Fears over new application for wind turbine at Bodham, near Holt
15:02 27 August 2014
Archant Norfolk 2014
A new application for a single downsized wind turbine in north Norfolk has sparked a fresh storm of frustration and worry among nearby families.
They say the 66m turbine at Bodham would slash property values, ruin the area’s unspoilt beauty and damage the tourism industry.
“We feel we are being ignored,” said 45-year-old Paula Coast who lives about 900m from the site. “About 80pc of local residents are against it.”
An application for a larger turbine 20m larger is in the midst of an appeals process after North Norfolk District Council turned it down.
But its developers, green-energy company Genatec run by father-and-son team John and David Mack, have submitted an application for a smaller turbine at the Pond Farm site.

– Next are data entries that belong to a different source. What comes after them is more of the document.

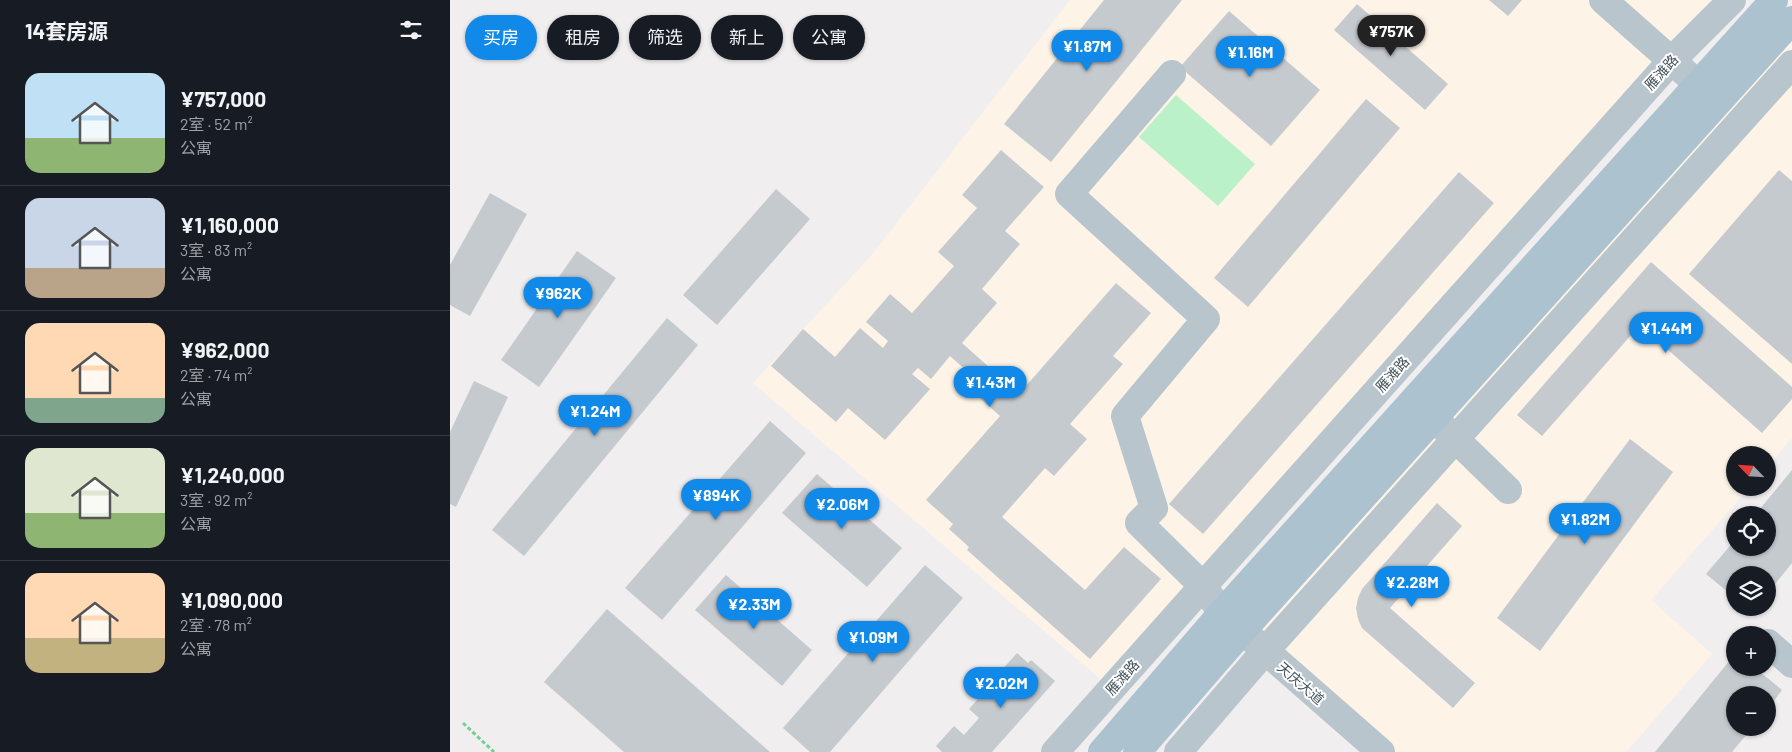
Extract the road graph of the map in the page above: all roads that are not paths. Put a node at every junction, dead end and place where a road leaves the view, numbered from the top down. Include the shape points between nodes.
1 (1603, 0) edge
2 (1732, 0) edge
3 (1774, 0) edge
4 (1792, 20) edge
5 (1672, 60) junction
6 (1792, 64) edge
7 (1172, 74) dead end
8 (1698, 84) junction
9 (1434, 419) junction
10 (1455, 439) junction
11 (1508, 490) dead end
12 (1203, 586) junction
13 (1222, 614) junction
14 (1242, 631) junction
15 (1265, 651) junction
16 (1776, 651) edge
17 (1792, 664) edge
18 (1055, 752) edge
19 (1102, 752) edge
20 (1137, 752) edge
21 (1178, 752) edge
22 (1381, 752) edge

1 - 5 street
2 - 5 street, 雁滩路
3 - 8 main road
4 - 9 main road
5 - 8 street
5 - 12 street, 雁滩路
6 - 10 street
7 - 12 street, 天庆大道 via 1069,194 1206,319 1125,416 1154,508 1139,523
8 - 13 main road
9 - 10 street
9 - 14 main road
10 - 11 street
10 - 15 street
12 - 13 street, 天庆大道
12 - 18 street, 雁滩路
13 - 14 street, 天庆大道
13 - 19 main road
14 - 15 street, 天庆大道
14 - 20 main road
15 - 21 street
15 - 22 street, 天庆大道
16 - 17 street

When the first application was submitted, homeowners started an action group, No To That Turbine.
And with the latest application, the group has sparked a new campaign, Say No To That Turbine Again, distributing 16,000 leaflets to rally support.
Ms Coast, who moved into her rural Gresham home 900m from the site weeks before the first application, said she was concerned for the health of her nine-year-old son, because of low-frequency inaudible ‘infrasound’.
“All of us have had to spend hours and hours and money to find out about turbines. It has been extremely stressful and has been going on for so long.”
Barbara Powell, from West Beckham added: “People who are close have everything to lose. Property prices drop by a third and people who are affected will be in a position where they are stuck and can’t move.”
Writer and journalist Michael McMahon, 59, who lives in Plumstead, said: “It is a simple issue, this is a wonderful part of the world that is in danger of being ruined for no good reason.”
The campaigners also said it would ruin the timeless setting of historic buildings such as Baconsthorpe Castle and set a precedent to allow other turbines, including one proposed for Selbrigg to overwhelm the countryside.
Campaigners claim there has not been proper consultation to allow people to voice their concerns.
There were 1,825 letters written to the district council when the first application for a larger turbine was made, 1,455 were objections.
Currently there are 104 public representations to the latest application, of which 97 are objecting.
Developer David Mack said he had spoken to the district council to agree on the extent and type of the consultation.
He said: “The local consultation has met and indeed exceeded the statutory requirements. The claim that there has not been a proper and well publicised consultation to give people sufficient chances to respond is unfair and unfounded.”